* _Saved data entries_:
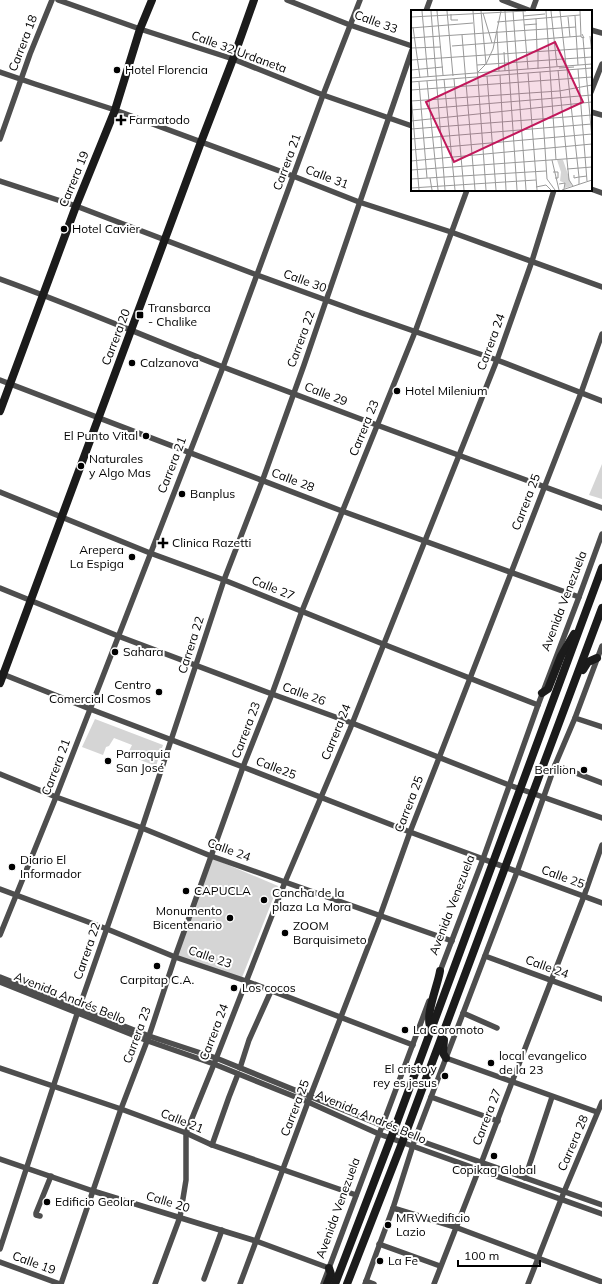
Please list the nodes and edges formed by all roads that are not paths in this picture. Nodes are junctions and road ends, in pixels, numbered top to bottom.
1 (52, 0) edge
2 (58, 0) edge
3 (152, 0) edge
4 (254, 0) edge
5 (287, 0) edge
6 (360, 0) edge
7 (430, 0) edge
8 (502, 0) edge
9 (536, 0) edge
10 (426, 10) edge
11 (529, 10) edge
12 (532, 10) edge
13 (350, 25) junction
14 (140, 30) junction
15 (592, 30) edge
16 (602, 34) edge
17 (411, 46) edge
18 (411, 53) edge
19 (233, 59) junction
20 (602, 64) edge
21 (0, 72) edge
22 (22, 79) junction
23 (592, 89) edge
24 (323, 95) junction
25 (115, 110) junction
26 (592, 112) edge
27 (602, 115) edge
28 (389, 118) junction
29 (411, 126) edge
30 (0, 139) edge
31 (201, 142) junction
32 (293, 176) junction
33 (0, 181) edge
34 (592, 189) edge
35 (467, 191) edge
36 (554, 191) edge
37 (602, 193) edge
38 (359, 202) junction
39 (76, 206) junction
40 (451, 232) junction
41 (165, 240) junction
42 (532, 261) junction
43 (257, 275) junction
44 (0, 279) edge
45 (602, 287) edge
46 (42, 294) junction
47 (326, 300) junction
48 (132, 330) junction
49 (415, 332) junction
50 (602, 334) edge
51 (497, 360) junction
52 (223, 367) junction
53 (0, 380) edge
54 (10, 384) junction
55 (293, 393) junction
56 (581, 393) junction
57 (602, 401) edge
58 (0, 411) edge
59 (98, 418) junction
60 (377, 426) junction
61 (189, 452) junction
62 (458, 457) junction
63 (262, 479) junction
64 (544, 487) junction
65 (0, 492) edge
66 (602, 508) edge
67 (342, 510) junction
68 (62, 516) junction
69 (602, 534) edge
70 (424, 541) junction
71 (150, 553) junction
72 (602, 568) edge
73 (510, 573) junction
74 (224, 580) junction
75 (0, 588) edge
76 (579, 597) junction
77 (30, 600) junction
78 (602, 608) edge
79 (302, 611) junction
80 (581, 625) junction
81 (118, 636) junction
82 (383, 644) junction
83 (602, 646) edge
84 (598, 658) junction
85 (196, 665) junction
86 (2, 674) edge
87 (469, 679) junction
88 (0, 683) edge
89 (542, 693) junction
90 (272, 694) junction
91 (538, 705) junction
92 (90, 709) junction
93 (575, 718) junction
94 (560, 720) junction
95 (352, 723) junction
96 (602, 727) edge
97 (171, 740) junction
98 (438, 758) junction
99 (555, 765) junction
100 (244, 767) junction
101 (0, 774) edge
102 (602, 783) edge
103 (509, 785) junction
104 (520, 789) junction
105 (533, 794) junction
106 (56, 797) junction
107 (321, 798) junction
108 (543, 798) junction
109 (602, 818) edge
110 (142, 828) junction
111 (410, 832) junction
112 (602, 845) edge
113 (211, 856) junction
114 (480, 858) junction
115 (493, 863) junction
116 (505, 867) junction
117 (517, 872) junction
118 (285, 882) junction
119 (0, 889) edge
120 (15, 895) junction
121 (584, 896) junction
122 (602, 903) edge
123 (380, 916) junction
124 (107, 929) junction
125 (0, 935) edge
126 (452, 941) junction
127 (485, 956) junction
128 (175, 957) junction
129 (440, 971) junction
130 (0, 977) edge
131 (246, 981) junction
132 (551, 981) junction
133 (0, 982) edge
134 (461, 985) junction
135 (271, 991) junction
136 (602, 999) edge
137 (78, 1011) junction
138 (463, 1013) junction
139 (341, 1017) junction
140 (431, 1028) junction
141 (497, 1028) dead end
142 (148, 1038) junction
143 (413, 1045) junction
144 (446, 1058) junction
145 (215, 1061) junction
146 (0, 1068) edge
147 (239, 1071) junction
148 (512, 1082) junction
149 (54, 1087) junction
150 (311, 1096) junction
151 (431, 1097) junction
152 (552, 1097) junction
153 (308, 1102) junction
154 (602, 1105) edge
155 (121, 1109) junction
156 (597, 1112) junction
157 (498, 1121) junction
158 (382, 1126) junction
159 (394, 1130) junction
160 (186, 1133) junction
161 (379, 1134) junction
162 (405, 1135) junction
163 (390, 1138) junction
164 (415, 1139) junction
165 (402, 1143) junction
166 (212, 1145) junction
167 (412, 1147) junction
168 (0, 1159) edge
169 (482, 1162) junction
170 (26, 1168) junction
171 (283, 1169) junction
172 (479, 1169) junction
173 (50, 1176) junction
174 (525, 1178) junction
175 (93, 1191) junction
176 (564, 1192) junction
177 (356, 1195) junction
178 (561, 1200) junction
179 (602, 1205) edge
180 (393, 1208) junction
181 (602, 1214) edge
182 (40, 1216) dead end
183 (180, 1217) junction
184 (456, 1227) junction
185 (222, 1230) junction
186 (256, 1241) junction
187 (379, 1244) junction
188 (0, 1249) edge
189 (538, 1259) junction
190 (0, 1262) edge
191 (440, 1266) junction
192 (329, 1268) junction
193 (204, 1279) dead end
194 (602, 1282) edge
195 (365, 1283) edge
196 (60, 1284) edge
197 (156, 1284) edge
198 (240, 1284) edge
199 (323, 1284) edge
200 (327, 1284) edge
201 (335, 1284) edge
202 (347, 1284) edge
203 (374, 1284) edge
204 (434, 1284) edge
205 (528, 1284) edge

1 - 22 street, Carrera 18
2 - 14 street, Calle 32 Urdaneta
3 - 14 street, Carrera 19
4 - 19 street, Carrera 20
5 - 13 street, Calle 33
6 - 13 street, Carrera 21
7 - 10 street
8 - 11 street
9 - 12 street
13 - 17 street, Calle 33
13 - 24 street, Carrera 21
14 - 19 street, Calle 32 Urdaneta
14 - 25 street, Carrera 19
15 - 16 street
18 - 28 street, Carrera 22
19 - 24 street, Calle 32 Urdaneta
19 - 31 street, Carrera 20
20 - 23 street
21 - 22 street, Calle 31
22 - 25 street, Calle 31
22 - 30 street, Carrera 18
24 - 28 street, Calle 32 Urdaneta
24 - 32 street, Carrera 21
25 - 31 street, Calle 31
25 - 39 street, Carrera 19
26 - 27 street
28 - 29 street, Calle 32 Urdaneta
28 - 38 street, Carrera 22
31 - 32 street, Calle 31
31 - 41 street, Carrera 20
32 - 38 street, Calle 31
32 - 43 street, Carrera 21
33 - 39 street, Calle 30
34 - 37 street
35 - 40 street, Carrera 23
36 - 42 street, Carrera 24
38 - 40 street, Calle 31
38 - 47 street, Carrera 22
39 - 41 street, Calle 30
39 - 46 street, Carrera 19
40 - 42 street, Calle 31
40 - 49 street, Carrera 23
41 - 43 street, Calle 30
41 - 48 street, Carrera 20
42 - 45 street, Calle 31
42 - 51 street, Carrera 24
43 - 47 street, Calle 30
43 - 52 street, Carrera 21
44 - 46 street, Calle 29
46 - 48 street, Calle 29
46 - 54 street, Carrera 19
47 - 49 street, Calle 30
47 - 55 street, Carrera 22
48 - 52 street, Calle 29
48 - 59 street, Carrera 20
49 - 51 street, Calle 30
49 - 60 street, Carrera 23
50 - 56 street, Carrera 25
51 - 56 street, Calle 30
51 - 62 street, Carrera 24
52 - 55 street, Calle 29
52 - 61 street, Carrera 21
53 - 54 street, Calle 28
54 - 58 street, Carrera 19
54 - 59 street, Calle 28
55 - 60 street, Calle 29
55 - 63 street, Carrera 22
56 - 57 street, Calle 30
56 - 64 street, Carrera 25
59 - 61 street, Calle 28
59 - 68 street, Carrera 20
60 - 62 street, Calle 29
60 - 67 street, Carrera 23
61 - 63 street, Calle 28
61 - 71 street, Carrera 21
62 - 64 street, Calle 29
62 - 70 street, Carrera 24
63 - 67 street, Calle 28
63 - 74 street, Carrera 22
64 - 66 street, Calle 29
64 - 73 street, Carrera 25
65 - 68 street, Calle 27
67 - 70 street, Calle 28
67 - 79 street, Carrera 23
68 - 71 street, Calle 27
68 - 77 street, Carrera 20
69 - 76 street, Avenida Venezuela
70 - 73 street, Calle 28
70 - 82 street, Carrera 24
71 - 74 street, Calle 27
71 - 81 street, Carrera 21
72 - 80 street, Avenida Venezuela
73 - 76 street, Calle 28
73 - 87 street, Carrera 25
74 - 79 street, Calle 27
74 - 85 street, Carrera 22
75 - 77 street, Calle 26
76 - 89 street, Avenida Venezuela
77 - 81 street, Calle 26
77 - 86 street, Carrera 20
78 - 94 street
79 - 82 street, Calle 27
79 - 90 street, Carrera 23
80 - 89 street
80 - 104 street, Avenida Venezuela
81 - 85 street, Calle 26
81 - 92 street, Carrera 21
82 - 87 street, Calle 27
82 - 95 street, Carrera 24
83 - 84 street
84 - 93 street
84 - 94 street
85 - 90 street, Calle 26
85 - 97 street, Carrera 22
86 - 88 street, Carrera 20
86 - 92 street, Calle25
87 - 91 street, Calle 27
87 - 98 street, Carrera 25
89 - 91 street, Avenida Venezuela
90 - 95 street, Calle 26
90 - 100 street, Carrera 23
91 - 103 street, Avenida Venezuela
92 - 97 street, Calle25
92 - 106 street, Carrera 21
93 - 96 street
93 - 99 street
94 - 105 street
95 - 98 street, Calle 26
95 - 107 street, Carrera 24
97 - 100 street, Calle25
97 - 110 street, Carrera 22
98 - 103 street, Calle 26
98 - 111 street, Carrera 25
99 - 102 street
99 - 108 street
100 - 107 street, Calle25
100 - 113 street, Carrera 23
101 - 106 street, Calle 24
103 - 104 street, Calle 26
103 - 114 street, Avenida Venezuela
104 - 105 street, Calle 26
104 - 115 street, Avenida Venezuela
105 - 108 street, Calle 26
105 - 116 street
106 - 110 street, Calle 24
106 - 120 street, Carrera 21
107 - 111 street, Calle25
107 - 118 street, Carrera 24
108 - 109 street, Calle 26
108 - 117 street
110 - 113 street, Calle 24
110 - 124 street, Carrera 22
111 - 114 street, Calle25
111 - 123 street, Carrera 25
112 - 121 street, Carrera 27
113 - 118 street, Calle 24
113 - 128 street, Carrera 23
114 - 115 street, Calle25
114 - 126 street, Avenida Venezuela
115 - 116 street, Calle 25
115 - 140 street, Avenida Venezuela
116 - 117 street, Calle 25
116 - 134 street
117 - 121 street, Calle 25
117 - 127 street
118 - 123 street, Calle 24
118 - 131 street, Carrera 24
119 - 120 street, Calle 23
120 - 124 street, Calle 23
120 - 125 street, Carrera 21
121 - 122 street, Calle 25
121 - 132 street, Carrera 27
123 - 126 street, Calle 24
123 - 139 street, Carrera 25
124 - 128 street, Calle 23
124 - 137 street, Carrera 22
126 - 129 street, Avenida Venezuela
127 - 132 street, Calle 24
127 - 138 street
128 - 131 street, Calle 23
128 - 142 street, Carrera 23
129 - 140 street
129 - 143 street, Avenida Venezuela
130 - 137 street, Avenida Andrés Bello
131 - 135 street, Calle 23
131 - 145 street, Carrera 24
132 - 136 street, Calle 24
132 - 148 street, Carrera 27
133 - 137 street, Avenida Andrés Bello
134 - 144 street
134 - 162 street
135 - 139 street, Calle 23
135 - 147 street
137 - 142 street, Avenida Andrés Bello
137 - 149 street, Carrera 22
138 - 141 street
138 - 144 street
139 - 143 street, Calle 23
139 - 150 street, Carrera 25
140 - 159 street, Avenida Venezuela
142 - 145 street, Avenida Andrés Bello
142 - 155 street, Carrera 23
143 - 158 street, Avenida Venezuela
144 - 148 street
144 - 151 street
145 - 147 street, Avenida Andrés Bello
145 - 160 street, Carrera 24
146 - 149 street, Calle 21
147 - 150 street, Avenida Andrés Bello
147 - 153 street, Avenida Andrés Bello
147 - 166 street
148 - 152 street
148 - 157 street, Carrera 27
149 - 155 street, Calle 21
149 - 170 street, Carrera 22
150 - 153 street, Carrera 25
150 - 158 street, Avenida Andrés Bello
151 - 157 street
151 - 164 street
152 - 156 street
152 - 174 street
153 - 161 street, Avenida Andrés Bello
153 - 171 street, Carrera 25
154 - 156 street, Carrera 28
155 - 160 street, Calle 21
155 - 175 street, Carrera 23
156 - 176 street, Carrera 28
157 - 169 street, Carrera 27
158 - 159 street, Avenida Andrés Bello
158 - 161 street, Avenida Venezuela
159 - 162 street, Avenida Andrés Bello
159 - 163 street, Avenida Venezuela
160 - 166 street, Calle 21
160 - 183 street, Carrera 24
161 - 163 street, Avenida Andrés Bello
161 - 177 street, Avenida Venezuela
162 - 164 street, Avenida Andrés Bello
162 - 165 street
163 - 165 street, Avenida Andrés Bello
163 - 201 street, Avenida Venezuela
164 - 167 street
164 - 169 street, Avenida Andrés Bello
165 - 167 street, Avenida Andrés Bello
165 - 202 street
166 - 171 street, Calle 21
167 - 172 street, Avenida Andrés Bello
167 - 180 street
168 - 170 street, Calle 20
169 - 172 street, Carrera 27
169 - 174 street, Avenida Andrés Bello
170 - 173 street, Calle 20
170 - 188 street, Carrera 22
171 - 177 street, Calle 21
171 - 186 street, Carrera 25
172 - 178 street, Avenida Andrés Bello
172 - 184 street, Carrera 27
173 - 175 street, Calle 20
173 - 182 street
174 - 176 street, Avenida Andrés Bello
175 - 183 street, Calle 20
175 - 196 street, Carrera 23
176 - 178 street
176 - 179 street, Avenida Andrés Bello
177 - 192 street, Avenida Venezuela
178 - 181 street, Avenida Andrés Bello
178 - 189 street
180 - 184 street
180 - 187 street
183 - 185 street, Calle 20
183 - 197 street, Carrera 24
184 - 189 street
184 - 191 street, Carrera 27
185 - 186 street, Calle 20
185 - 193 street
186 - 192 street, Calle 20
186 - 198 street, Carrera 25
187 - 191 street
187 - 195 street
189 - 194 street
189 - 205 street
190 - 196 street, Calle 19
191 - 204 street, Carrera 27
192 - 199 street, Avenida Venezuela
192 - 200 street
195 - 203 street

* _Description of the task_: Which lines of the data above contain the string "dead"? Copy each of them.

* _Expected output_:
141 (497, 1028) dead end
182 (40, 1216) dead end
193 (204, 1279) dead end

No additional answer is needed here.